However, classical numerical operations on vectors may appear incredibly painful for us…

grades = [10, 11, 12, 13, 14, 15]
grades = [g + 10 for g in grades]
print(grades)
[20, 21, 22, 23, 24, 25]

Key differences: VECTORIZED OPERATIONS

…luckily, there are good packages for data science in Python! To obtain vectorized operations like those we expect for data analysis and we are accustomed to in R, we can use the numpy package (more on numpy later!):

import numpy as np

grades = np.array([10,11,12,13,14,15])

grades * 3
array([30, 33, 36, 39, 42, 45])
grades + 10
array([20, 21, 22, 23, 24, 25])

Key differences: THE CRUCIAL ROLE OF INDENTATION

Unlike in R, where syntactic symbols such as the curly brackets {} define code blocks, Python uses indentation (i.e., spaces at the beginning of lines) to delimit blocks of code. This makes the code more readable… but also unforgiving: indentation is part of the syntax!

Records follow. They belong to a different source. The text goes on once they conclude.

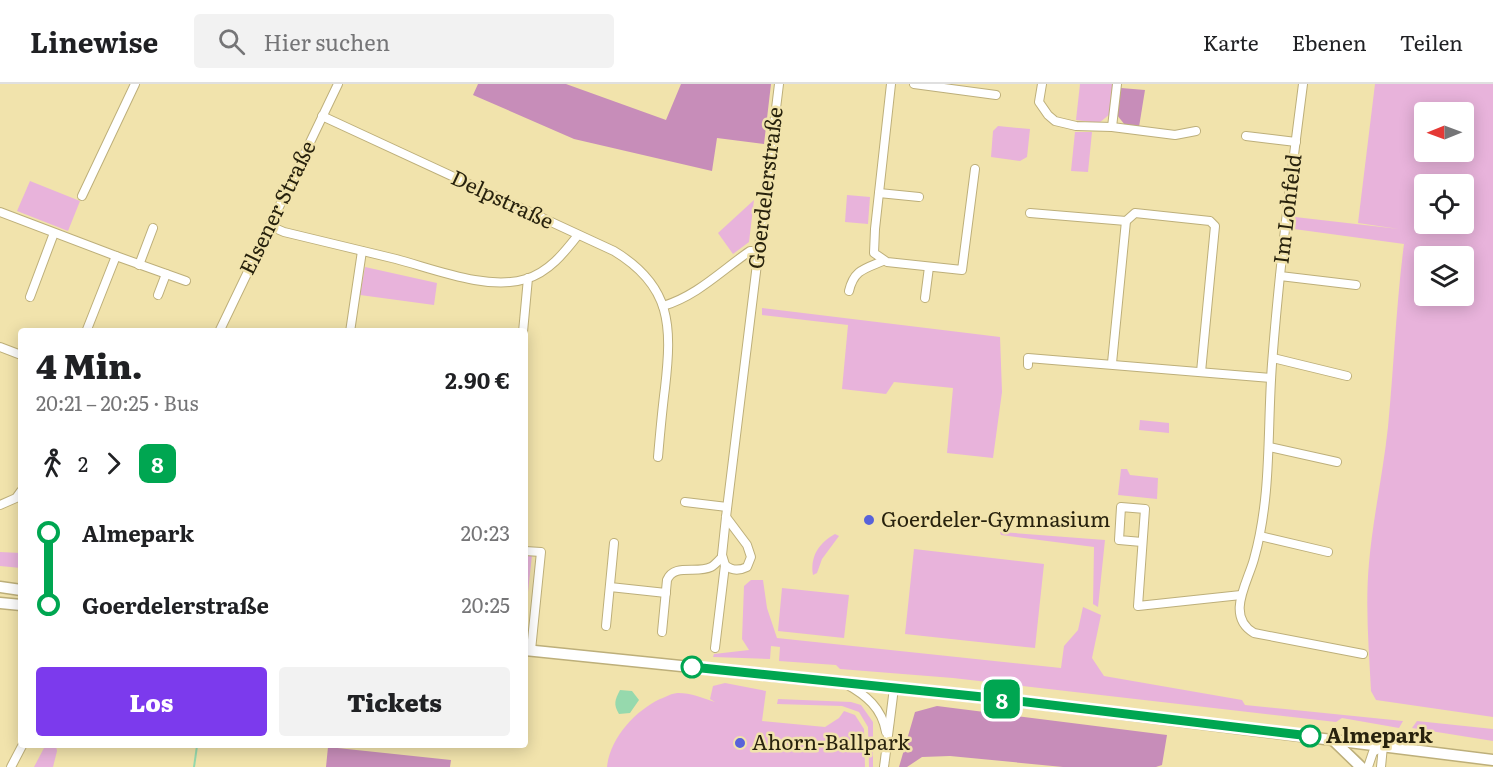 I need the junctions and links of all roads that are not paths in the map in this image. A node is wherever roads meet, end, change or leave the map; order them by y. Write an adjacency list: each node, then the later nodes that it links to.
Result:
1 (135, 84): 17 (street)
2 (338, 84): 10 (street, Elsener Straße)
3 (779, 84): 27 (street, Goerdelerstraße)
4 (891, 84): 16 (street)
5 (914, 84): 9 (street)
6 (1042, 84): 11 (street)
7 (1117, 84): 11 (street)
8 (1304, 84): 14 (street, Im Lohfeld)
9 (996, 95)
10 (322, 116): 22 (street, Elsener Straße); 25 (street, Delpstraße)
11 (1112, 127): 12 (street)
12 (1196, 131)
13 (1246, 136): 14 (street, Im Lohfeld)
14 (1296, 142): 33 (street, Im Lohfeld)
15 (975, 169): 31 (street)
16 (879, 193): 18 (street); 29 (street)
17 (82, 196)
18 (919, 197)
19 (0, 212): 24 (street)
20 (1030, 213): 21 (street)
21 (1126, 221): 49 (street); 51 (street)
22 (270, 226): 26 (street); 43 (street, Elsener Straße)
23 (153, 228): 30 (street)
24 (54, 233): 28 (street); 39 (street)
25 (578, 235): 34 (street); 41 (street, Delpstraße)
26 (362, 251): 34 (street); 44 (street)
27 (758, 251): 41 (street); 60 (street, Goerdelerstraße)
28 (116, 256): 30 (street); 42 (street)
29 (883, 261): 31 (street); 37 (street)
30 (139, 265): 32 (street)
31 (929, 267): 40 (street)
32 (166, 274): 35 (street); 38 (street)
33 (1280, 276): 36 (street, Im Lohfeld); 48 (street, Im Lohfeld)
34 (528, 278): 45 (street)
35 (186, 280)
36 (1356, 285)
37 (849, 291)
38 (158, 295)
39 (30, 297)
40 (925, 298)
41 (663, 306): 55 (street, Delpstraße)
42 (89, 328)
43 (221, 328)
44 (351, 328)
45 (523, 328)
46 (0, 347): 47 (street)
47 (18, 354)
48 (1273, 358): 52 (street); 53 (street, Im Lohfeld)
49 (1112, 363): 50 (street); 51 (street)
50 (1028, 365)
51 (1201, 372): 53 (street)
52 (1347, 376)
53 (1271, 378): 54 (street, Im Lohfeld)
54 (1269, 447): 56 (street); 62 (street, Im Lohfeld)
55 (658, 457)
56 (1337, 462)
57 (18, 495): 59 (street)
58 (685, 502): 60 (street)
59 (0, 505)
60 (727, 507): 61 (street, Goerdelerstraße)
61 (726, 516): 67 (street, Goerdelerstraße); 67 (street)
62 (1260, 536): 66 (street); 72 (street, Im Lohfeld)
63 (1142, 542): 63 (street); 72 (street)
64 (614, 543): 69 (street)
65 (528, 551): 78 (street)
66 (1328, 552)
67 (723, 561): 71 (street); 77 (street, Goerdelerstraße)
68 (0, 587): 70 (main road)
69 (610, 587): 71 (street); 75 (street)
70 (18, 590)
71 (666, 593): 76 (street)
72 (1241, 595): 79 (street, Im Lohfeld)
73 (0, 603): 74 (main road)
74 (18, 605)
75 (606, 626)
76 (662, 632)
77 (715, 648)
78 (528, 650): 80 (main road)
79 (1363, 654)
80 (845, 683): 81 (main road); 83 (street)
81 (894, 688): 82 (main road); 83 (street)
82 (1332, 738): 84 (main road); 89 (main road)
83 (887, 741): 88 (street)
84 (1383, 746): 86 (main road); 90 (street); 91 (street)
85 (21, 748): 87 (street)
86 (1493, 760)
87 (11, 767)
88 (884, 767)
89 (1361, 767)
90 (1368, 767)
91 (1381, 767)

Python: indentation is not just style, it is mandatory!

age = 20
if age >= 18:
    print("Adult")  # indented block
else:
    print("Minor")  # same indentation
Adult

R: indentation is good practice, but it relies on brackets { }

age = 20
if(age >= 18){
    print("Adult")
} else {
    print("Minor")
}
[1] "Adult"

Key differences: THE CRUCIAL ROLE OF INDENTATION

Incorrect indentation in Python raises errors 🤯

if age >= 18: 
print("Adult") 
expected an indented block after 'if' statement on line 1 (<string>, line 2)

R accepts even totally inconsistent indentation

if(age >= 18){print("Adult") } else {
print("Minor") }
[1] "Adult"
for i in range(3):
print(i)
expected an indented block after 'for' statement on line 1 (<string>, line 2)
for(i in 1:3){
print(i) }
[1] 1
[1] 2
[1] 3

This enforces clarity in Python code, but requires discipline
Remember that, in any case, writing tidy and readable code is a best practice!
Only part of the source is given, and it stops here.